-- What this task involves --
Check every line of the data below for "Sunbird". Copy each one that has it.

Stored items
-------
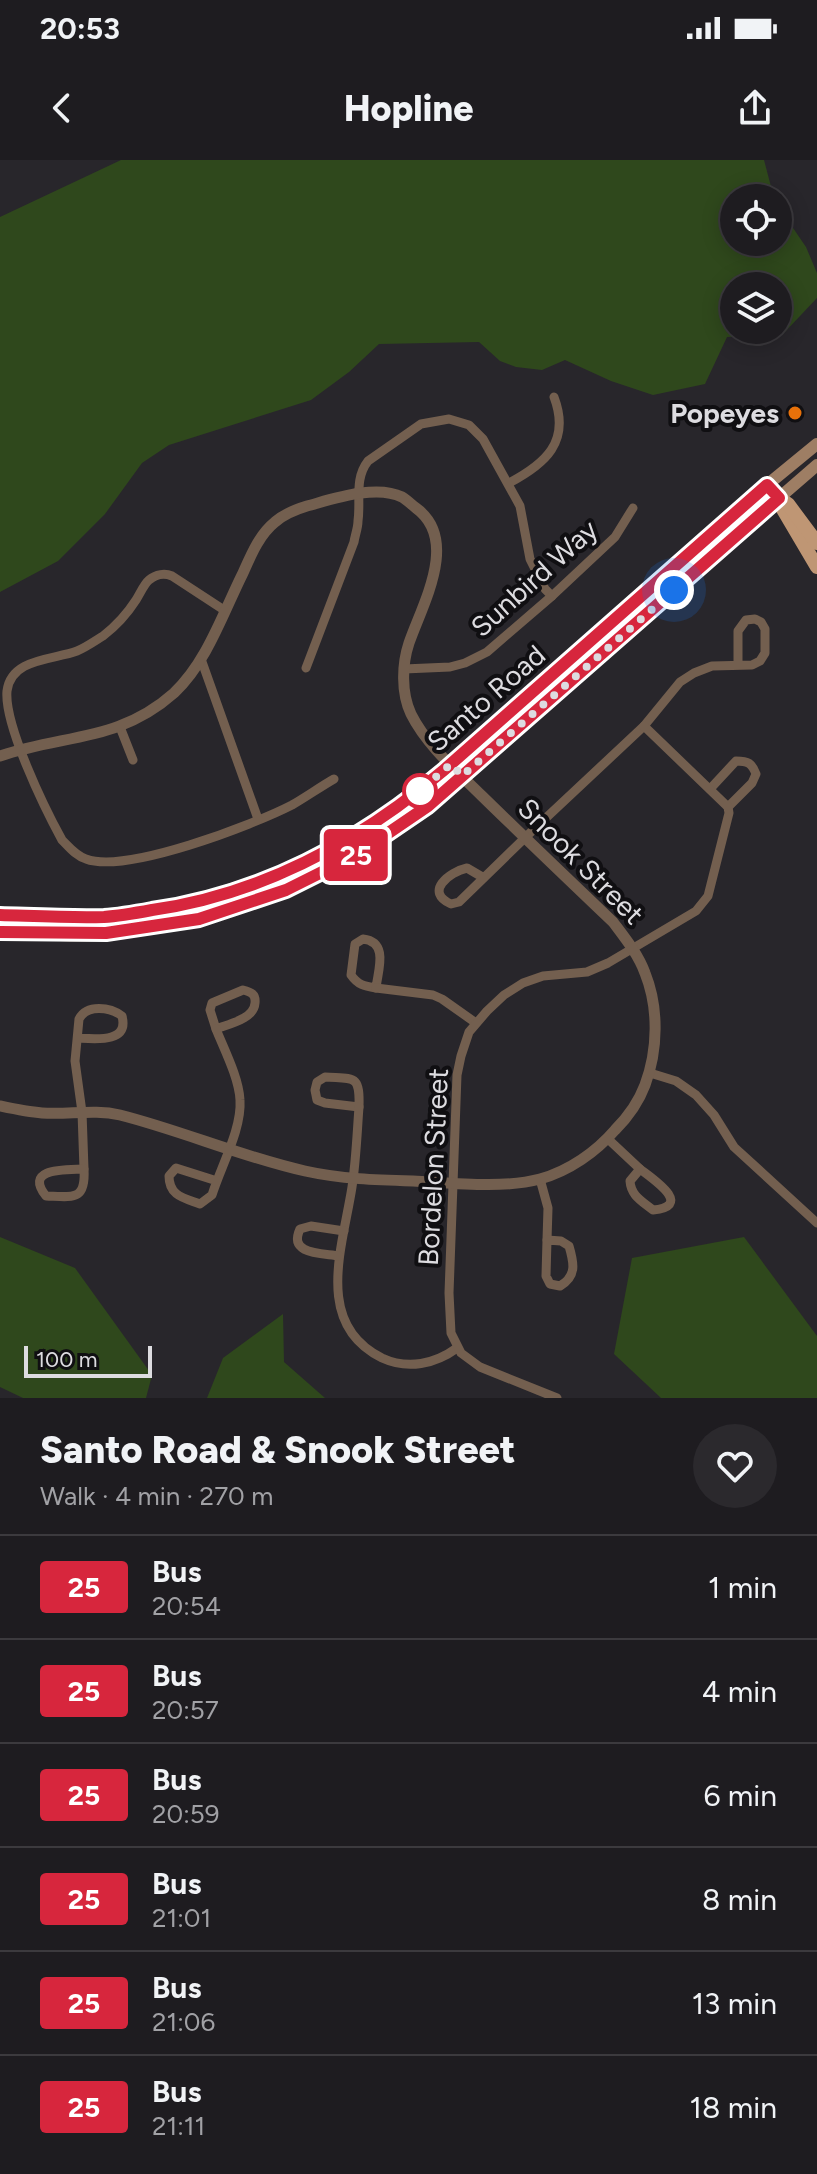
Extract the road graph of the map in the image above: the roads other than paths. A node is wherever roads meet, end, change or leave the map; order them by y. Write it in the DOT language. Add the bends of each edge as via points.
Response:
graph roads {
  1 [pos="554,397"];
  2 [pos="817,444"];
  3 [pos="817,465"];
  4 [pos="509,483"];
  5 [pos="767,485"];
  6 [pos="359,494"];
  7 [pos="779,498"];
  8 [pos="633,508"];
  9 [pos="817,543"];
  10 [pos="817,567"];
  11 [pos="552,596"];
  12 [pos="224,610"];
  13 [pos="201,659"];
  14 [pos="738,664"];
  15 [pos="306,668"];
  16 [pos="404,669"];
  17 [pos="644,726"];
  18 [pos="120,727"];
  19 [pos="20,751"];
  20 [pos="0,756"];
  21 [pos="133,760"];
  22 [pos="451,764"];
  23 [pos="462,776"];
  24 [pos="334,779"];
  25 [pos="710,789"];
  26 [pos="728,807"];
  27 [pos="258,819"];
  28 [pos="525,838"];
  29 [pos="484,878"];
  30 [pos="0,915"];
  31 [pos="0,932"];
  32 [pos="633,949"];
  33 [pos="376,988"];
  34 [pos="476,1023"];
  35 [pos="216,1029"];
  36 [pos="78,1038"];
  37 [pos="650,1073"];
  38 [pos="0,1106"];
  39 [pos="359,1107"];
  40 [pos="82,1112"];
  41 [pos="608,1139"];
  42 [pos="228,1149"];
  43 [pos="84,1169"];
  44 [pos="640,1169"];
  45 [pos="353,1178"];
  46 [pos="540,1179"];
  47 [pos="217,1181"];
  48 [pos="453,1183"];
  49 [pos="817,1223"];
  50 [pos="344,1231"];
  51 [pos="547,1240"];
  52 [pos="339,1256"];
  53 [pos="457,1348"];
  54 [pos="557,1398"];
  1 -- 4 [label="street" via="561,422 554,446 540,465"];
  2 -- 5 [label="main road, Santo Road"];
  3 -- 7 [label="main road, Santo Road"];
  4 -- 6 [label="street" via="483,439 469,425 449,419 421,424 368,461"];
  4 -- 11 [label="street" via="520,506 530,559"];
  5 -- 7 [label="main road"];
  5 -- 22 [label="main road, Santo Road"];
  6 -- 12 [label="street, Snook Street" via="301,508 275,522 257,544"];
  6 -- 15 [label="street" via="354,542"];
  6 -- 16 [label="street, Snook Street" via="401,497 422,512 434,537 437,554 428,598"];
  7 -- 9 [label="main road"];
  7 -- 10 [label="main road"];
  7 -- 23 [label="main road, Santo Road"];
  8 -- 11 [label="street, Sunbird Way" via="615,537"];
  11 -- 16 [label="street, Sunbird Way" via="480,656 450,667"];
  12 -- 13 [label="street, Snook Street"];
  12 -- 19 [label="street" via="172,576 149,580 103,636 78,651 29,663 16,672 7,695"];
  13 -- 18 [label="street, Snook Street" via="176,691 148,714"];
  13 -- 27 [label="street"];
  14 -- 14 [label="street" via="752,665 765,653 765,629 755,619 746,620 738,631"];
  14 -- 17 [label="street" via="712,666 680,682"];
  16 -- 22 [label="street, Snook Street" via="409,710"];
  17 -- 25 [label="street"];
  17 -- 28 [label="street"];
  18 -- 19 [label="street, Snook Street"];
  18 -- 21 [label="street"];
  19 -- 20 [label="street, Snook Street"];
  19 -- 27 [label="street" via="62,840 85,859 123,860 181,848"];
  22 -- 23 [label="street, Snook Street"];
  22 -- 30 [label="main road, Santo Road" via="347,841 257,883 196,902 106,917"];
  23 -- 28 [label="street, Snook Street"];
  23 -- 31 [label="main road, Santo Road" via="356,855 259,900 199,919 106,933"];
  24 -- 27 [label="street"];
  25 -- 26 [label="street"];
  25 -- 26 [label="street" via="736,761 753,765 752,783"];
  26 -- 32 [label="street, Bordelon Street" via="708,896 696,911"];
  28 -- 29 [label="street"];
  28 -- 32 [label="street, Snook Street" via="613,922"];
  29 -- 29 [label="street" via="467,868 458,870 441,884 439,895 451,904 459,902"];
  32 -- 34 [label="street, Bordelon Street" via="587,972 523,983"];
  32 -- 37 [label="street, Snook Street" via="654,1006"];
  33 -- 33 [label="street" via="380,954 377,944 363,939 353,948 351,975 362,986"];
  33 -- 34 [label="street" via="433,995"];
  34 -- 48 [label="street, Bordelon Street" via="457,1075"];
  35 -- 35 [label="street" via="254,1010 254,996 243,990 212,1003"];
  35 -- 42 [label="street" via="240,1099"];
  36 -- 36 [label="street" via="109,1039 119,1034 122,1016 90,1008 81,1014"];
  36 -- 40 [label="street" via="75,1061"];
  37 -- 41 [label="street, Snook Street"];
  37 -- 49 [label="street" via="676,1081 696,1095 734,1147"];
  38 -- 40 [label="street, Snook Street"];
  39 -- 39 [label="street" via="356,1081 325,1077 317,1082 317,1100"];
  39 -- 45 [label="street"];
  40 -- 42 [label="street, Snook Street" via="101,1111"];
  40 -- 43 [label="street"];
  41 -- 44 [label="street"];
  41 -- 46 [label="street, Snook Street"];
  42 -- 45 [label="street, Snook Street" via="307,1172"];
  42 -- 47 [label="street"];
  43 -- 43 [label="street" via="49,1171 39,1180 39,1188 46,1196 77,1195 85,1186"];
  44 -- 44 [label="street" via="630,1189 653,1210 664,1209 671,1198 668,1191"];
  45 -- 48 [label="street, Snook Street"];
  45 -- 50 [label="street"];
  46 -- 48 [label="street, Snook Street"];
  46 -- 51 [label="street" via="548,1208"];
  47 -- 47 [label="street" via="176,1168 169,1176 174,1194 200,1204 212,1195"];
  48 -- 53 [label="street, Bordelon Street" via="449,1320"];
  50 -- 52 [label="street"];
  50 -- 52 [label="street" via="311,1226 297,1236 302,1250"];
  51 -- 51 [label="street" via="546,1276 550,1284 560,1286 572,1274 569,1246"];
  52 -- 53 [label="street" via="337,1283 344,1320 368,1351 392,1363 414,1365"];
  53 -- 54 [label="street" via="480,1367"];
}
-------
-- The answer --
  8 -- 11 [label="street, Sunbird Way" via="615,537"];
  11 -- 16 [label="street, Sunbird Way" via="480,656 450,667"];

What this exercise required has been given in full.